In this particular study, Dr. Goulart and colleagues looked at the relationship between higher patient out-of-pocket TKI costs and both adherence to drugs, but also overall survival. And consistent with prior studies, they found that greater out-of-pocket costs were again associated with lower adherence. But in this case, they added on the overall survival metric and found that in fact, higher out-of-pocket costs were associated with worse survival.
This is important information as we as a country think about how out-of-pocket costs are structured within benefits programs, that in fact, there is a vigorous debate in Washington currently around Medicare Part D and patient out-of-pocket obligations. And this study provides additional evidence that the greater burden our patients face in terms of their financial toxicity from their out-of-pocket costs, the worse their outcomes are going to be.
The third abstract that I would like to highlight is by Erin Elizabeth Hahn from Kaiser Permanente Southern California. This study is on a slightly different tack. This is around implementation of distress screening and patient-reported outcomes in clinical practice.
Now, many listeners may know that patient-reported outcomes is an area of particular interest to me, but also to many of us who are involved in value-based care because previously, implementation of patient-reported outcomes in clinical practice has been shown to drive down ER visits and hospitalization, to lengthen the amount of time people can tolerate chemotherapy to improve health-related quality of life and to improve overall survival.
But one of the challenges around distress screening and patient-reported reported outcomes has been implementation because it is simply difficult logistically to implement collection of information from patients about their symptoms and functioning during routine practice, which is already crowded with all sorts of things that we need to do.
So in this study they employed a pragmatic clinical trial design and did a randomized study of using cutting edge implementation science and quality improvement methods to roll out patient-reported outcomes in practice. And they did this in their very large practice. And what they found was that when they used QI principles and implementation science to roll out patient-reported outcomes and distress screening, they had very successful uptake.

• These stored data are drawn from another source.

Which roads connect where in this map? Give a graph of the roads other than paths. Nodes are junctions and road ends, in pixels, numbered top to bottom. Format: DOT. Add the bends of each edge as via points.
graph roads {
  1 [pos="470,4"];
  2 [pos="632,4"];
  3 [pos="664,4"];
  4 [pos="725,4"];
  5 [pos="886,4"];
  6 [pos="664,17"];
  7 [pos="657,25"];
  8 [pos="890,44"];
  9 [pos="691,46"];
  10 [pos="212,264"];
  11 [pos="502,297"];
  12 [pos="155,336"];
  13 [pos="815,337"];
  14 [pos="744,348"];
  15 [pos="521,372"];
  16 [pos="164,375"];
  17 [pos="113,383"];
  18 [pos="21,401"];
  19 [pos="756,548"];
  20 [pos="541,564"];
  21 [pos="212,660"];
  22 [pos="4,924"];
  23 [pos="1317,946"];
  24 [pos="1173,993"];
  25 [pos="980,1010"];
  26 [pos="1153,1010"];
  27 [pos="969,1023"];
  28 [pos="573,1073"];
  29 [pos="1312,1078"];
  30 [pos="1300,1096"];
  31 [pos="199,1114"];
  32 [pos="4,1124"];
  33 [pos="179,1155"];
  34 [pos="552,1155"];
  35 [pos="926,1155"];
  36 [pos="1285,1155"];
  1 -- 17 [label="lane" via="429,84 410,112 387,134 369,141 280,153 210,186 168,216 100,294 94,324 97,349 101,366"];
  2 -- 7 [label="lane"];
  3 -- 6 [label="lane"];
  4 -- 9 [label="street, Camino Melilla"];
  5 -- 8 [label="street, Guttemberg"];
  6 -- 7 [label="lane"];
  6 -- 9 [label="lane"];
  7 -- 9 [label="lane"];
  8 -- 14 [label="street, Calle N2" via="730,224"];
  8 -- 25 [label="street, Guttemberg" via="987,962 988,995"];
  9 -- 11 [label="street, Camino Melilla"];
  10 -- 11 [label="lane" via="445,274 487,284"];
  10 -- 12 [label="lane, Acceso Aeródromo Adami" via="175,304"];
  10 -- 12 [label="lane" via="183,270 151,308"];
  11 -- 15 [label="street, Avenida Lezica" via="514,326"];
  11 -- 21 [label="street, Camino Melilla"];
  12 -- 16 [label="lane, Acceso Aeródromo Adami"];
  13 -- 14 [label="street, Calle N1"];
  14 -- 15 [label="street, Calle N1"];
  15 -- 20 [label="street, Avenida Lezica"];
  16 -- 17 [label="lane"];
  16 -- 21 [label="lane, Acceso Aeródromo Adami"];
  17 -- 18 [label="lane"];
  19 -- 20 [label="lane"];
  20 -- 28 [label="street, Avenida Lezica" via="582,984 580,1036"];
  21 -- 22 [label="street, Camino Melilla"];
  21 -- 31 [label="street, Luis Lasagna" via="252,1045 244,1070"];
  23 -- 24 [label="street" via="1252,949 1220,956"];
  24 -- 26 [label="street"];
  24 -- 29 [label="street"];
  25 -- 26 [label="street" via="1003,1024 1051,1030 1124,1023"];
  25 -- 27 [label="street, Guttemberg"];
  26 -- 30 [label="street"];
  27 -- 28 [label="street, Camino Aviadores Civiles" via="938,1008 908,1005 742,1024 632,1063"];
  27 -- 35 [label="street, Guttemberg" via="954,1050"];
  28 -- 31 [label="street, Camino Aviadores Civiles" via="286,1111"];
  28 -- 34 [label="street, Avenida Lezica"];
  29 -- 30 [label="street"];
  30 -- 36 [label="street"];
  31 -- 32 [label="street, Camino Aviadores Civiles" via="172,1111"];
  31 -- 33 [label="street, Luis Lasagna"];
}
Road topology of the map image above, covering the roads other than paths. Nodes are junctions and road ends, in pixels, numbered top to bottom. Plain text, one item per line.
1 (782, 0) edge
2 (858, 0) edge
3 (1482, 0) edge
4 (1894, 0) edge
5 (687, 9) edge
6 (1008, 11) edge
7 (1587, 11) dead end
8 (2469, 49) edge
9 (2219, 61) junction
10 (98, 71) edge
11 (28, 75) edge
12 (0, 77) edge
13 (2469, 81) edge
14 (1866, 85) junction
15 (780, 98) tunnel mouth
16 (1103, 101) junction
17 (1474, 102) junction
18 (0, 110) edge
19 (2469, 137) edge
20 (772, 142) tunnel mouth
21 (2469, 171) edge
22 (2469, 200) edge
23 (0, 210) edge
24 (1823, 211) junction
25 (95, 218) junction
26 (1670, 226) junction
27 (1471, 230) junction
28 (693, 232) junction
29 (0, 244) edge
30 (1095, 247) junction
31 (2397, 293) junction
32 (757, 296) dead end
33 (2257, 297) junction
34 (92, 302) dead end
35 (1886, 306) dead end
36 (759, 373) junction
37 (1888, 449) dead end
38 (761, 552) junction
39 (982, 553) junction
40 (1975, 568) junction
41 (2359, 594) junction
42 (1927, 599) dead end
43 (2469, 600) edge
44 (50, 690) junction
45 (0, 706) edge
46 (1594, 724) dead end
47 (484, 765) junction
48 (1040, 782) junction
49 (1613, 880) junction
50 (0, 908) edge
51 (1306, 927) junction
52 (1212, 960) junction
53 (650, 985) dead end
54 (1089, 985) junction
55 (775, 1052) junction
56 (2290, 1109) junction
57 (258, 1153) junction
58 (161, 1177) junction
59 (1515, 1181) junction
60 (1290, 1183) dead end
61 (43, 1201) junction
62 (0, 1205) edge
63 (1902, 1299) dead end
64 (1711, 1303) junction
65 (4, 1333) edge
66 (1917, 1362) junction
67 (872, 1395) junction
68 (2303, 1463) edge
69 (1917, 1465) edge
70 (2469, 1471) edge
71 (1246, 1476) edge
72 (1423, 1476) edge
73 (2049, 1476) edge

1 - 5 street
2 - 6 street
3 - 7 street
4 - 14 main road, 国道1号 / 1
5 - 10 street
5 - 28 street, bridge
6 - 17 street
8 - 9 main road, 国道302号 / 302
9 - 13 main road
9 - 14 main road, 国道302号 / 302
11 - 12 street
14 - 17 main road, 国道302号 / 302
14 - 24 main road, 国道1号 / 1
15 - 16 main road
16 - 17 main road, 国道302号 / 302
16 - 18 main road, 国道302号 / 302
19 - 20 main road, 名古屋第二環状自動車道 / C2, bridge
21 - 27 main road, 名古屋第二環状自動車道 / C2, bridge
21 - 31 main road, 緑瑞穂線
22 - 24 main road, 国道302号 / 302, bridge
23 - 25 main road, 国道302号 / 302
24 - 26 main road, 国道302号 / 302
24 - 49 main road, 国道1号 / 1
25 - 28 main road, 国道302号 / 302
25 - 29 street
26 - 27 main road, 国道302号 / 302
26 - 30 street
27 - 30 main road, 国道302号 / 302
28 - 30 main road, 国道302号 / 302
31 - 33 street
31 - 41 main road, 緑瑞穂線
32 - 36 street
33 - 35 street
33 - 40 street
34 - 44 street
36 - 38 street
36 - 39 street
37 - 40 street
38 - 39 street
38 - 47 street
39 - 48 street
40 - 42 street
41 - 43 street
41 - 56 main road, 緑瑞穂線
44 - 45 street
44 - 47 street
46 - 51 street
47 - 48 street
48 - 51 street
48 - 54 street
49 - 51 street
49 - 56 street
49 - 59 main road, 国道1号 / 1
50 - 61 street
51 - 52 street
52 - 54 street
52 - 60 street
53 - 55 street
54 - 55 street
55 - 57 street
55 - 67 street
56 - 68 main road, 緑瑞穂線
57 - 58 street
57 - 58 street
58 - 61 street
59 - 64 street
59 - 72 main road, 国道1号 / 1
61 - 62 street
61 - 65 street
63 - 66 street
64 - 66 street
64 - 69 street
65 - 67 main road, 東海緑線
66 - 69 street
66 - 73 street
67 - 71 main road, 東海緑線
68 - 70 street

In fact, 94% of patients who were in the arm that used cutting edge implementation science and QI approaches completed their distress screening and patient-reported outcomes, which was significantly and substantially higher than the arm in control that did not use those approaches.
This suggests that for any health system or practice that wants to implement patient-reported outcomes or distress screening and be successful at it really should use our standard QI processes that iteratively work with providers and in this case with patients to make sure that there's understanding, training, uptake, and sustainability.
That's great. It sounds like great strides are really being made in value-based care. Were there any other takeaways that you saw as important during the conference?
Well, I think that overall across the conference, we saw a lot of enthusiasm around the kind of value-based care initiatives that are reflected by these three abstracts. There's a lot of activity across the country, and also, I should note in Canada because there's a very substantial Canadian representation, to try to build in some of these value-based care approaches and figure out how best to implement them and to try to understand better their impact on costs and utilization.
That's great. Again, today, my guest has been Dr. Ethan Basch. Thanks so much for joining us again on our podcast.
Thanks so much. Pleasure to be here.